Sayın Başkan, Sayın Bakan; hayırlı uğurlu olsun yeni 2018 bütçesi.
Sayın Bakan, ben KEFEK üyesiyim ama öncelikle KEFEK üyeleriyle kadın, aile ve sosyal politikalar konusunda hiçbir araya gelip konuştuğumuzu hatırlamıyorum. Kaç kere geldiniz acaba Komisyonumuza, ben merak ediyorum.

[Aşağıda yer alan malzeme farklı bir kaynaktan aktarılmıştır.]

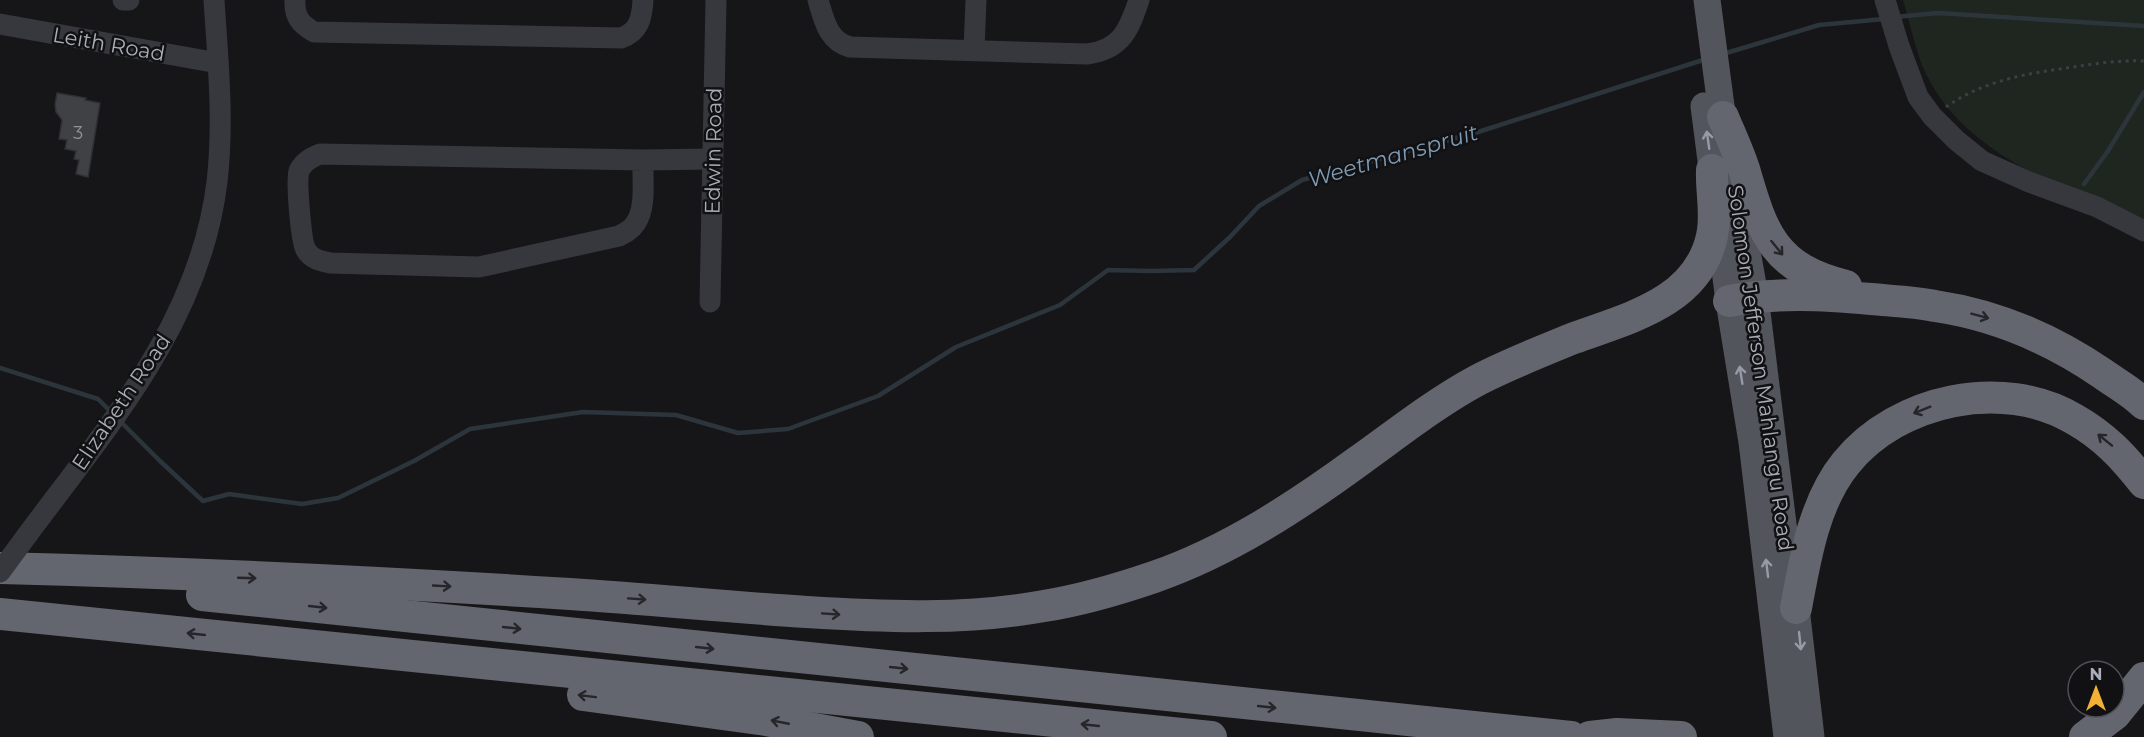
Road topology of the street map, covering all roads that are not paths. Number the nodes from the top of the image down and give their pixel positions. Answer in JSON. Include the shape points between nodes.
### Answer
{"nodes":[{"id":1,"x":123,"y":0,"type":"edge"},
{"id":2,"x":129,"y":0,"type":"edge"},
{"id":3,"x":214,"y":0,"type":"edge"},
{"id":4,"x":295,"y":0,"type":"edge"},
{"id":5,"x":643,"y":0,"type":"edge"},
{"id":6,"x":716,"y":0,"type":"edge"},
{"id":7,"x":736,"y":0,"type":"edge"},
{"id":8,"x":805,"y":0,"type":"edge"},
{"id":9,"x":818,"y":0,"type":"edge"},
{"id":10,"x":976,"y":0,"type":"edge"},
{"id":11,"x":1139,"y":0,"type":"edge"},
{"id":12,"x":1692,"y":0,"type":"edge"},
{"id":13,"x":1707,"y":0,"type":"edge"},
{"id":14,"x":1885,"y":0,"type":"edge"},
{"id":15,"x":0,"y":24,"type":"edge"},
{"id":16,"x":1704,"y":42,"type":"junction"},
{"id":17,"x":974,"y":50,"type":"junction"},
{"id":18,"x":218,"y":63,"type":"junction"},
{"id":19,"x":1716,"y":110,"type":"junction"},
{"id":20,"x":712,"y":159,"type":"junction"},
{"id":21,"x":643,"y":160,"type":"junction"},
{"id":22,"x":1713,"y":170,"type":"junction"},
{"id":23,"x":2144,"y":231,"type":"edge"},
{"id":24,"x":1742,"y":298,"type":"junction"},
{"id":25,"x":710,"y":302,"type":"dead end"},
{"id":26,"x":1934,"y":305,"type":"junction"},
{"id":27,"x":2144,"y":404,"type":"edge"},
{"id":28,"x":2144,"y":483,"type":"edge"},
{"id":29,"x":0,"y":572,"type":"edge"},
{"id":30,"x":1796,"y":608,"type":"junction"},
{"id":31,"x":0,"y":614,"type":"edge"},
{"id":32,"x":254,"y":640,"type":"junction"},
{"id":33,"x":2144,"y":678,"type":"edge"},
{"id":34,"x":1795,"y":710,"type":"junction"},
{"id":35,"x":858,"y":737,"type":"edge"},
{"id":36,"x":1211,"y":737,"type":"edge"},
{"id":37,"x":1570,"y":737,"type":"edge"},
{"id":38,"x":1590,"y":737,"type":"edge"},
{"id":39,"x":1681,"y":737,"type":"edge"},
{"id":40,"x":1787,"y":737,"type":"edge"},
{"id":41,"x":1811,"y":737,"type":"edge"},
{"id":42,"x":2085,"y":737,"type":"edge"}],
"edges":[{"from":1,"to":2,"type":"street"},
{"from":3,"to":18,"type":"street","name":"Elizabeth Road"},
{"from":4,"to":5,"type":"street","via":[[298,19],[305,27],[320,32],[621,38],[630,35],[640,22]]},
{"from":6,"to":7,"type":"street"},
{"from":6,"to":20,"type":"street","name":"Edwin Road"},
{"from":8,"to":9,"type":"street"},
{"from":9,"to":17,"type":"street","via":[[832,37],[843,45],[868,49]]},
{"from":10,"to":17,"type":"street"},
{"from":11,"to":17,"type":"street","via":[[1124,34],[1108,50],[1087,54]]},
{"from":12,"to":16,"type":"main road","name":"Solomon Jefferson Mahlangu Road"},
{"from":13,"to":16,"type":"main road","name":"Solomon Jefferson Mahlangu Road"},
{"from":14,"to":23,"type":"street","via":[[1918,97],[1956,140],[1982,161],[2097,207]]},
{"from":15,"to":18,"type":"street","name":"Leith Road"},
{"from":16,"to":19,"type":"main road","name":"Solomon Jefferson Mahlangu Road"},
{"from":18,"to":29,"type":"street","name":"Elizabeth Road","bridge":true,"via":[[221,110],[217,182],[189,287],[173,325],[134,391]]},
{"from":22,"to":19,"type":"main road","name":"Solomon Jefferson Mahlangu Road","one_way":true},
{"from":19,"to":24,"type":"main road","name":"Solomon Jefferson Mahlangu Road"},
{"from":19,"to":26,"type":"highway","one_way":true,"via":[[1743,166],[1761,223],[1787,260],[1821,279]]},
{"from":20,"to":21,"type":"street"},
{"from":20,"to":25,"type":"street","name":"Edwin Road"},
{"from":21,"to":21,"type":"street","via":[[320,154],[305,162],[299,171],[303,241],[313,257],[330,263],[479,267],[619,236],[630,230],[640,213]]},
{"from":22,"to":24,"type":"main road","name":"Solomon Jefferson Mahlangu Road"},
{"from":29,"to":22,"type":"highway","one_way":true,"via":[[442,586],[882,617],[984,614],[1044,607],[1160,575],[1251,532],[1328,484],[1473,383],[1512,363],[1669,300],[1690,279],[1710,246],[1714,221]]},
{"from":24,"to":26,"type":"highway","via":[[1833,296]]},
{"from":24,"to":30,"type":"main road","name":"Solomon Jefferson Mahlangu Road"},
{"from":34,"to":24,"type":"main road","name":"Solomon Jefferson Mahlangu Road","one_way":true,"via":[[1752,442]]},
{"from":26,"to":27,"type":"highway","one_way":true,"via":[[2004,322],[2046,339],[2085,361]]},
{"from":28,"to":30,"type":"highway","one_way":true,"via":[[2123,455],[2101,436],[2051,408],[1990,398],[1924,408],[1872,438],[1834,481],[1816,523]]},
{"from":29,"to":37,"type":"highway","one_way":true},
{"from":30,"to":34,"type":"main road","name":"Solomon Jefferson Mahlangu Road","one_way":true},
{"from":32,"to":31,"type":"highway","one_way":true},
{"from":35,"to":32,"type":"highway","one_way":true,"via":[[766,720],[450,679],[354,663]]},
{"from":36,"to":32,"type":"highway","one_way":true},
{"from":33,"to":42,"type":"highway","via":[[2115,714]]},
{"from":34,"to":40,"type":"main road","name":"Solomon Jefferson Mahlangu Road"},
{"from":34,"to":41,"type":"main road","name":"Solomon Jefferson Mahlangu Road"},
{"from":38,"to":39,"type":"highway"}]}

Tarımsal destek maalesef yüzde 50'lerde. Bakanlığımıza genel bütçeden yüzde 2 ayrılıyor, ondan sonra bakanlar sıralamasında 7'nci sıradayız, son yıllarda da bakıyoruz ki bütçeden ayrılan pay gittikçe azalıyor. Türkiye ekonomisi sıkıntıda mı Sayın Bakan? Onun için mi bunlar böyle? Artması gerekirken bunların yani insan merak ediyor. Tabii, biz bunu biliyoruz da özellikle sizin nasıl yanıtlayacağınızı merak ediyorum.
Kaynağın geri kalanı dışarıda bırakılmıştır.